- [Problem statement]
A bare number is all that is needed: how many lines below contain the string "labels"?

[Collected data entries]
▼▼▼

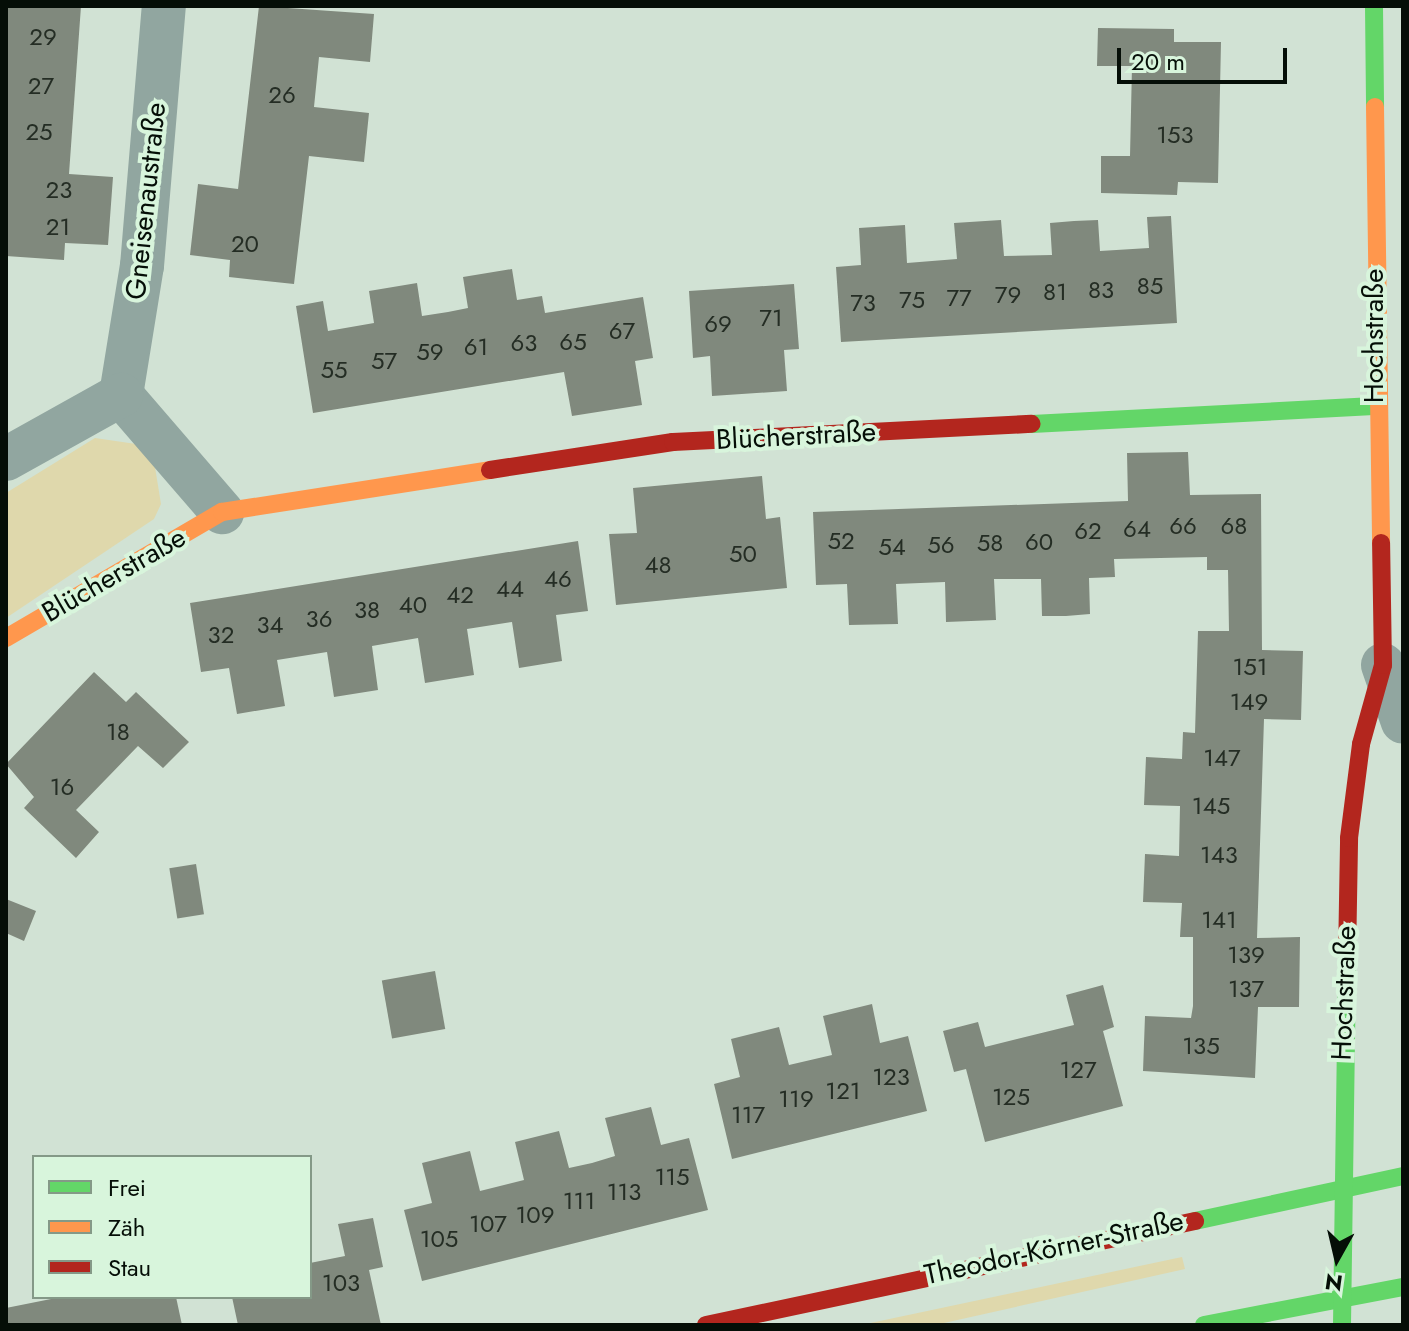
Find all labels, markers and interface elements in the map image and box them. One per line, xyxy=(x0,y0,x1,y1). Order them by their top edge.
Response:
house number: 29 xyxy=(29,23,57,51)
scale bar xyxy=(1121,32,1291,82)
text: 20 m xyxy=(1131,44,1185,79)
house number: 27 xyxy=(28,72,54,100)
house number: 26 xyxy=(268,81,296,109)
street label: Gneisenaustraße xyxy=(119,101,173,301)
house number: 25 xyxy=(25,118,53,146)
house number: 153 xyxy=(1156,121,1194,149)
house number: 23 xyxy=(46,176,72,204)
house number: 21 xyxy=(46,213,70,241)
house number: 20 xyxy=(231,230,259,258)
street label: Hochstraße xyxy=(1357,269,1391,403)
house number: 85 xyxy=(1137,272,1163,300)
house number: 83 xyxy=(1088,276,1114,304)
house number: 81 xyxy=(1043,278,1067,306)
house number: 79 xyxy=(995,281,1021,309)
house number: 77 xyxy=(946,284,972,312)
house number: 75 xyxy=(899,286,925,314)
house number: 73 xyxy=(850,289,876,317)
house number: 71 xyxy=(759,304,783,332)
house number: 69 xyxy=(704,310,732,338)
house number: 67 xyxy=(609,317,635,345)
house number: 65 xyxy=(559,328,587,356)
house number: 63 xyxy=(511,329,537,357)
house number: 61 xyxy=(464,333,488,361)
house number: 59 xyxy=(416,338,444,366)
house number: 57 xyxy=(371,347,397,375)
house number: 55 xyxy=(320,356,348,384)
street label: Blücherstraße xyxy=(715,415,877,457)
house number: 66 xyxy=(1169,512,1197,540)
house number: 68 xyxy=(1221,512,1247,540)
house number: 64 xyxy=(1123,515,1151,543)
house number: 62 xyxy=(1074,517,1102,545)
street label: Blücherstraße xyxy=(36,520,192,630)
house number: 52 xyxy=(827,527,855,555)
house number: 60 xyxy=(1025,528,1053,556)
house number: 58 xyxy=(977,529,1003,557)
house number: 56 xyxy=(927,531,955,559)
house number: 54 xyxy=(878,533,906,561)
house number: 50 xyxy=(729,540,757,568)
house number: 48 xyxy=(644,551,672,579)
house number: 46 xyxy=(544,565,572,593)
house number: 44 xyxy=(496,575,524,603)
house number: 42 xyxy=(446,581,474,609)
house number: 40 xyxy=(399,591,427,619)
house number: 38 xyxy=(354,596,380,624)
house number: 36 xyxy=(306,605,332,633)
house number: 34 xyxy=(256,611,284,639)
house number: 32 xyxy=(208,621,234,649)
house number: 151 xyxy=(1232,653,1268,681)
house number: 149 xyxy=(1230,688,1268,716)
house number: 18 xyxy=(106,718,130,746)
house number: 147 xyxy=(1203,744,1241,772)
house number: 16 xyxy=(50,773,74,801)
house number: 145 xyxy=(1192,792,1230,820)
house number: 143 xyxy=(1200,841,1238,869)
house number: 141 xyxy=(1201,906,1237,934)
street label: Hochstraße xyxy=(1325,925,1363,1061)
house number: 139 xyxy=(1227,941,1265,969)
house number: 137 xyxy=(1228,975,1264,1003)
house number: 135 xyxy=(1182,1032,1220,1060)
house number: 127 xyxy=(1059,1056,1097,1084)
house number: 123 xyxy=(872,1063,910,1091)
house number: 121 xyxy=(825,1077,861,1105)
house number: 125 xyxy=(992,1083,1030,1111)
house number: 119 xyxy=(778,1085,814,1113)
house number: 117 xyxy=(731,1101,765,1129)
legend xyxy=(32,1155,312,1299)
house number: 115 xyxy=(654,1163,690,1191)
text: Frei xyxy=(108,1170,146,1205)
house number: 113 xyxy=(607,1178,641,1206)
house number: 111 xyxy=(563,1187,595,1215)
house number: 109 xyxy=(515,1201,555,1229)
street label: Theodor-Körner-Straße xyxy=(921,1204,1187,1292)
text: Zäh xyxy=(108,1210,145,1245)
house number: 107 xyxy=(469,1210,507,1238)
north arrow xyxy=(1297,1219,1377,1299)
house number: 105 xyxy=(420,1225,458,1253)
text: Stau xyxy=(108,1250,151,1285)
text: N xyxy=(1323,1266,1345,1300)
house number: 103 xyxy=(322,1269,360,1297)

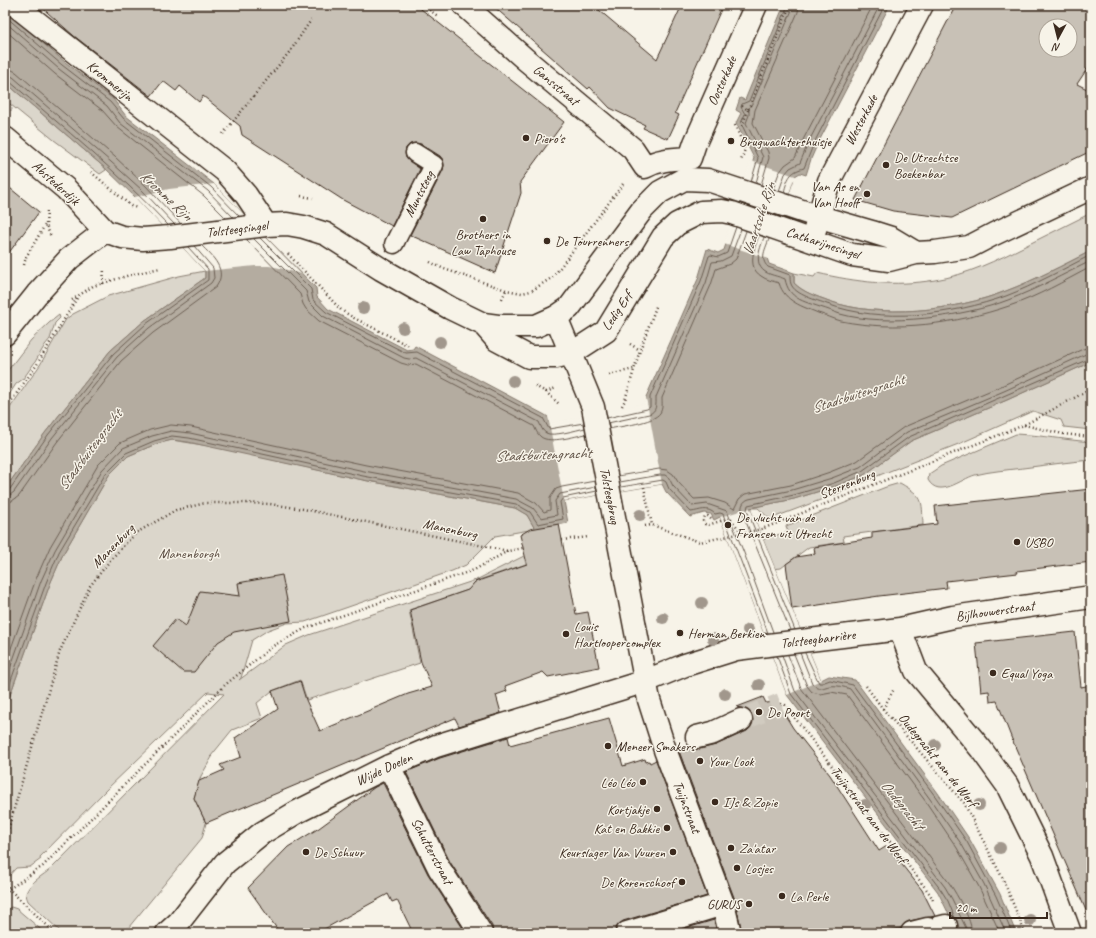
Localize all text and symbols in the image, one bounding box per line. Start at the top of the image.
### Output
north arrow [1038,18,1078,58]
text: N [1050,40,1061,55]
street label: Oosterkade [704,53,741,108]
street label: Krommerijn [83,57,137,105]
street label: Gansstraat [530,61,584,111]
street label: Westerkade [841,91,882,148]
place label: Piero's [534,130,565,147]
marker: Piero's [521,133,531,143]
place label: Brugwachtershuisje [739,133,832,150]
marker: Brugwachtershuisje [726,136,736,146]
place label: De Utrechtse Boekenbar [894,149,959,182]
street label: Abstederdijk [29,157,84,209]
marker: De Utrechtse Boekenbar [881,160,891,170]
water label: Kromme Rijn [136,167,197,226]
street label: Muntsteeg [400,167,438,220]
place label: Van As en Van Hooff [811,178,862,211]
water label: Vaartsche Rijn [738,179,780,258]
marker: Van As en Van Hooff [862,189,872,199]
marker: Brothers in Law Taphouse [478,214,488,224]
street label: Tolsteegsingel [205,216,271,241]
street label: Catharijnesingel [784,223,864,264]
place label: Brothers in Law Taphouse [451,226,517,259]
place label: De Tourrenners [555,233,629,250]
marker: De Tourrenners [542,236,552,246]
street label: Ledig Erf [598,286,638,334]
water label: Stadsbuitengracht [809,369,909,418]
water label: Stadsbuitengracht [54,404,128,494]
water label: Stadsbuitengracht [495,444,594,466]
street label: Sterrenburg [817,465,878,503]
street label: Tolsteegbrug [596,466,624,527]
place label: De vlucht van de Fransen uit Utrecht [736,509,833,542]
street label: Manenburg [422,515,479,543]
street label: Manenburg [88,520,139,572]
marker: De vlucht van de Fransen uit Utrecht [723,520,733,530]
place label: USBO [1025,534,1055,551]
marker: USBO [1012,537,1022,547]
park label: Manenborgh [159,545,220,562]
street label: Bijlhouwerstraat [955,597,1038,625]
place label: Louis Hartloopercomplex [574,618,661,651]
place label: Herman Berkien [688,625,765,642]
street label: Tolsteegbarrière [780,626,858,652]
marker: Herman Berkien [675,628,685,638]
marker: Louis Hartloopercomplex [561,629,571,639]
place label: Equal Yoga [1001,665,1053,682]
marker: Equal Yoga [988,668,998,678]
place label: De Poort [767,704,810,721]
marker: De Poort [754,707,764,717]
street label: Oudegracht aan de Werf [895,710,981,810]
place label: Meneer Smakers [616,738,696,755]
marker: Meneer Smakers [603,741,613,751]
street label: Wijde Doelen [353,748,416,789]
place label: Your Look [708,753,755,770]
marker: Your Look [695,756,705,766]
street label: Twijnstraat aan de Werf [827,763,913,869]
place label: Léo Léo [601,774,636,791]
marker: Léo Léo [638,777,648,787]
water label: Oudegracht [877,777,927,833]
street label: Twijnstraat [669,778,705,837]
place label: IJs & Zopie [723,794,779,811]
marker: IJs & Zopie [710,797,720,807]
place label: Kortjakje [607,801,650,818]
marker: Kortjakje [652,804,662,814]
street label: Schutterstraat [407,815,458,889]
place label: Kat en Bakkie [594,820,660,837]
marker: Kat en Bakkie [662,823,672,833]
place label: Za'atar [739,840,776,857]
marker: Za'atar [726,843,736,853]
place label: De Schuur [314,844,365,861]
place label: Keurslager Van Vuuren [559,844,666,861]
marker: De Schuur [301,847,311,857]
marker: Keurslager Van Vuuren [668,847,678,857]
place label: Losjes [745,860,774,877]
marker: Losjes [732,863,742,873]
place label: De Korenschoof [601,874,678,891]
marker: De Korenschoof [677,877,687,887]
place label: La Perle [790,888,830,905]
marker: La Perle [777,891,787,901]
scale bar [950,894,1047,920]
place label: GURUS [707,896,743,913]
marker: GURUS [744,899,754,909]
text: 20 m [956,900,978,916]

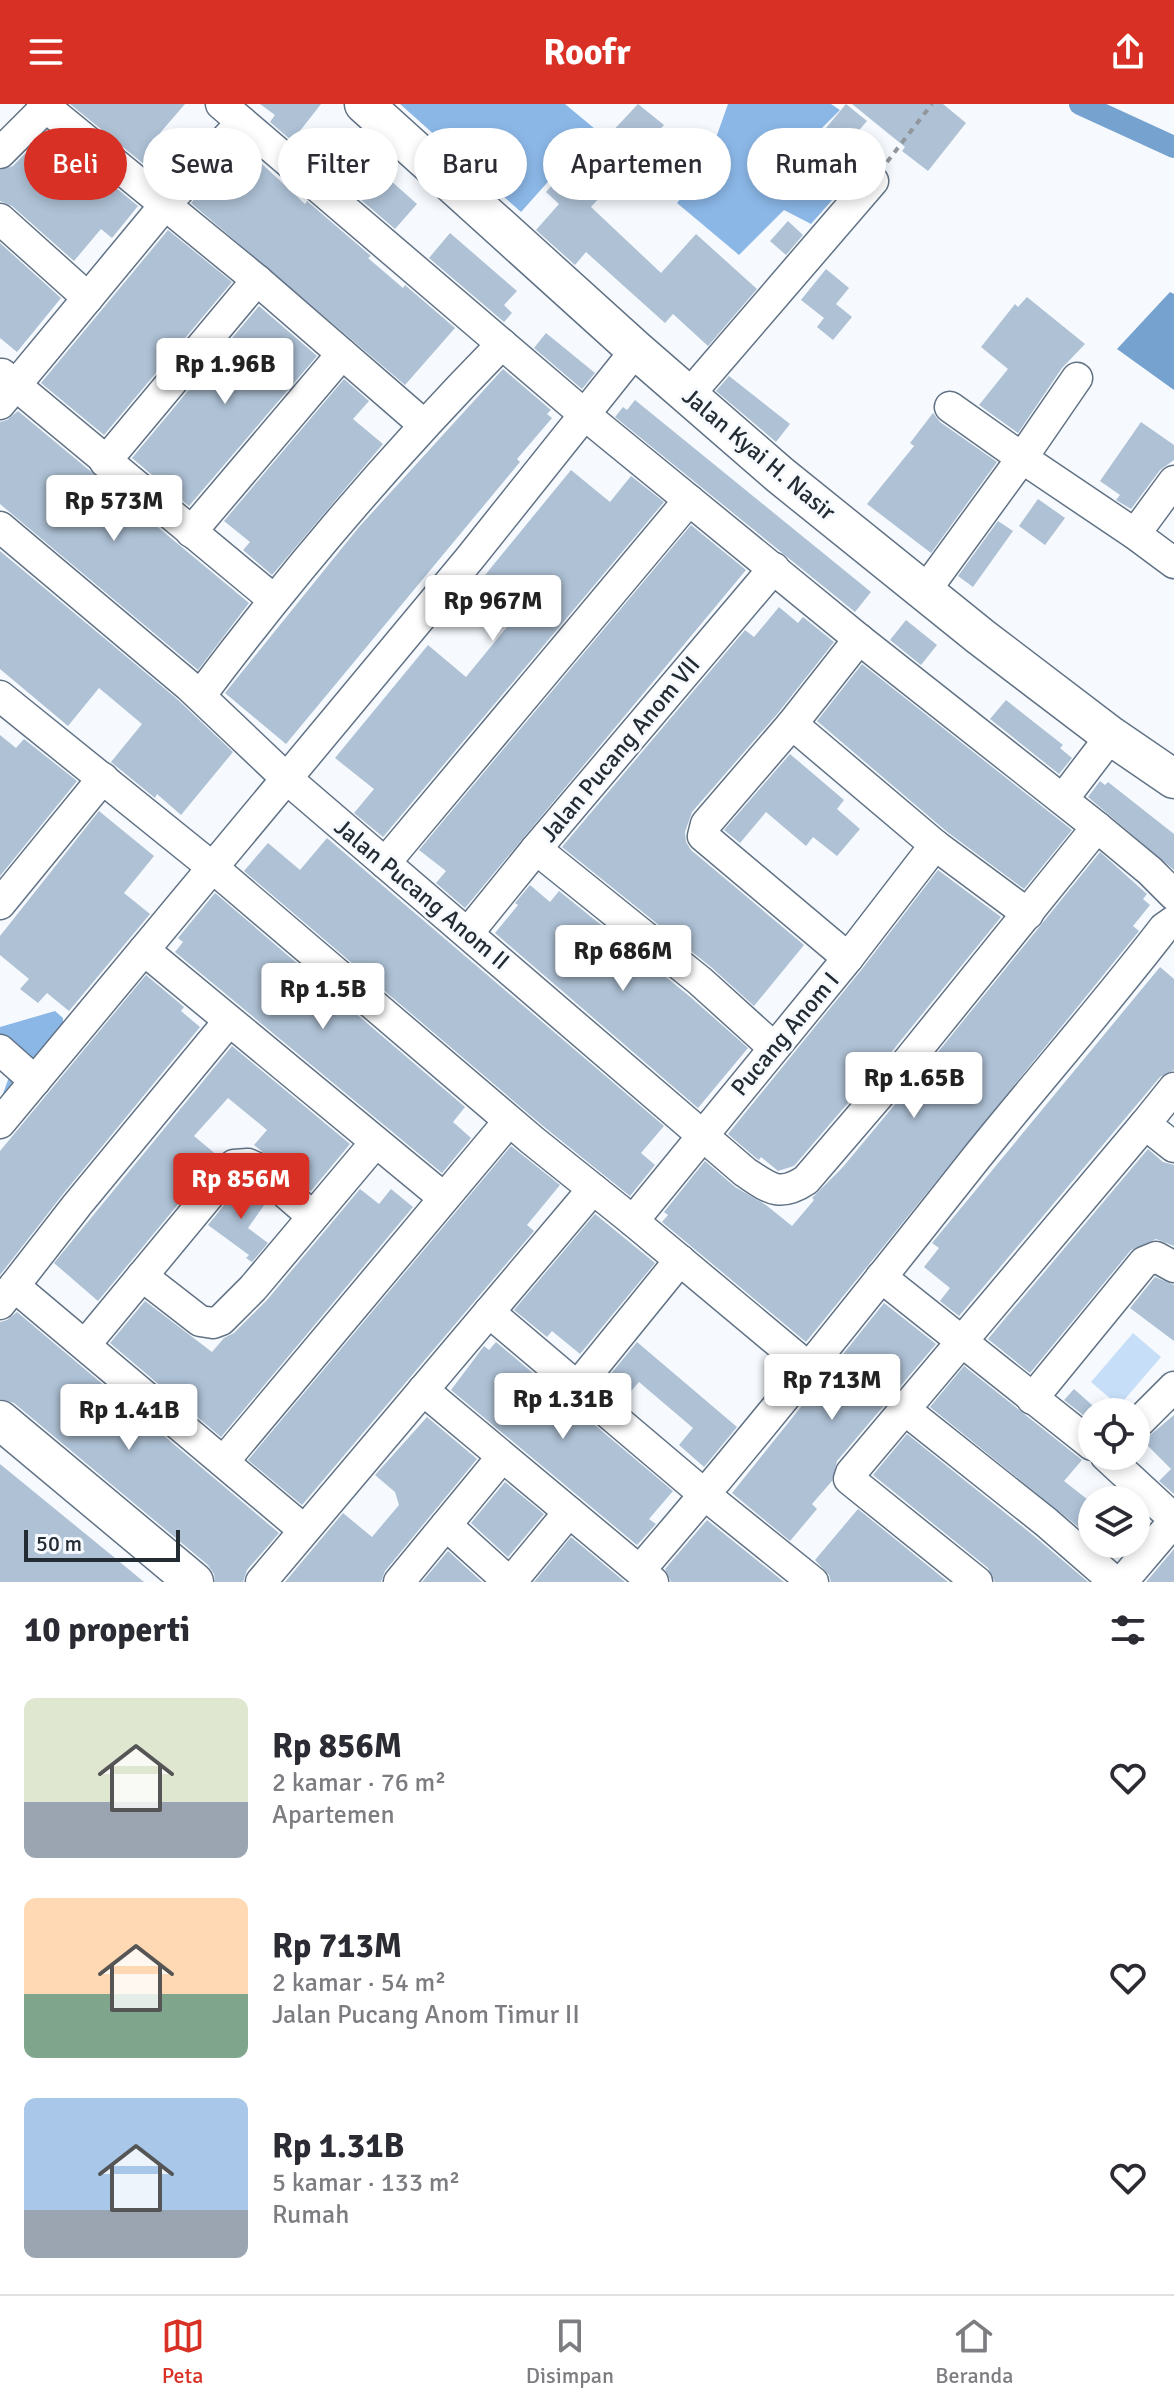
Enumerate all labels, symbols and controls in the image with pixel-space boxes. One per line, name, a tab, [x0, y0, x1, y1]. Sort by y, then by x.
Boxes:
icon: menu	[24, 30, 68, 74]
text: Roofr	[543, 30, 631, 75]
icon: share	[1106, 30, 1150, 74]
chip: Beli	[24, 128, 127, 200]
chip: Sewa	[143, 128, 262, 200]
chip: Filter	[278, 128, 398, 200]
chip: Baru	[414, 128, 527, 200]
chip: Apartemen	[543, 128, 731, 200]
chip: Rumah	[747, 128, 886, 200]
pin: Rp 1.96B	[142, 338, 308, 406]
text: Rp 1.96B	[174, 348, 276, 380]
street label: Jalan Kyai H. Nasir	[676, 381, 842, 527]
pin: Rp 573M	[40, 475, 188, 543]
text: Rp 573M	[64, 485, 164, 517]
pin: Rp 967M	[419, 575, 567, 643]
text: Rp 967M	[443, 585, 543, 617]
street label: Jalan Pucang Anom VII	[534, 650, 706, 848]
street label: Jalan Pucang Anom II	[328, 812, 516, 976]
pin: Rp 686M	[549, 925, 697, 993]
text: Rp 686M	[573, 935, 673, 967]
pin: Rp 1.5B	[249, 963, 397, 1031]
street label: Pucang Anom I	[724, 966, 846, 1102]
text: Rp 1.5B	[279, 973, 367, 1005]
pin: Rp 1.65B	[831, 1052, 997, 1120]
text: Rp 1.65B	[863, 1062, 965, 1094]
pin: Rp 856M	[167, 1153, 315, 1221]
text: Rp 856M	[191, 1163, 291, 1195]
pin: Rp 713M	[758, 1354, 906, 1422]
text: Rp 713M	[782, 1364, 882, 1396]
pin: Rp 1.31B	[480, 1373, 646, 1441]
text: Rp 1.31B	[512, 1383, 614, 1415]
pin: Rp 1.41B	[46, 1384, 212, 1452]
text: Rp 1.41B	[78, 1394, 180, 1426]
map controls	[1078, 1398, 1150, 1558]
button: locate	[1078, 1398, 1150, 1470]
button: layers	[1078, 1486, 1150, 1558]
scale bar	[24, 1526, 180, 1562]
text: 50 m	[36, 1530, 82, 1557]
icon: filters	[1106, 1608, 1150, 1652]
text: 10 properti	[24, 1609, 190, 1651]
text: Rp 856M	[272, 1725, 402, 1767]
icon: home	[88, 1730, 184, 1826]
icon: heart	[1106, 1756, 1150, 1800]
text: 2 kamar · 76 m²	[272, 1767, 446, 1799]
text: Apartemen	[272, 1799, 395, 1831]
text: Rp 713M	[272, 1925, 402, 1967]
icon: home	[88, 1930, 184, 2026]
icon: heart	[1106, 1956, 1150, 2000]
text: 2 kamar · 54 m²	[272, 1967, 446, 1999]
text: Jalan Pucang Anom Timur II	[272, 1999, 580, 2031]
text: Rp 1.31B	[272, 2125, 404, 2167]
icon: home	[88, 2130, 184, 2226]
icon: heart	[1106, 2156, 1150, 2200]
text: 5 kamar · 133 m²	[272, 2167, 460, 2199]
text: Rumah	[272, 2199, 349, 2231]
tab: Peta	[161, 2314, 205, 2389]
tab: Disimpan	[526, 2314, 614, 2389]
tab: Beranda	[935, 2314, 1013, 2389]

▲▲▲

- [Exercise solution]
2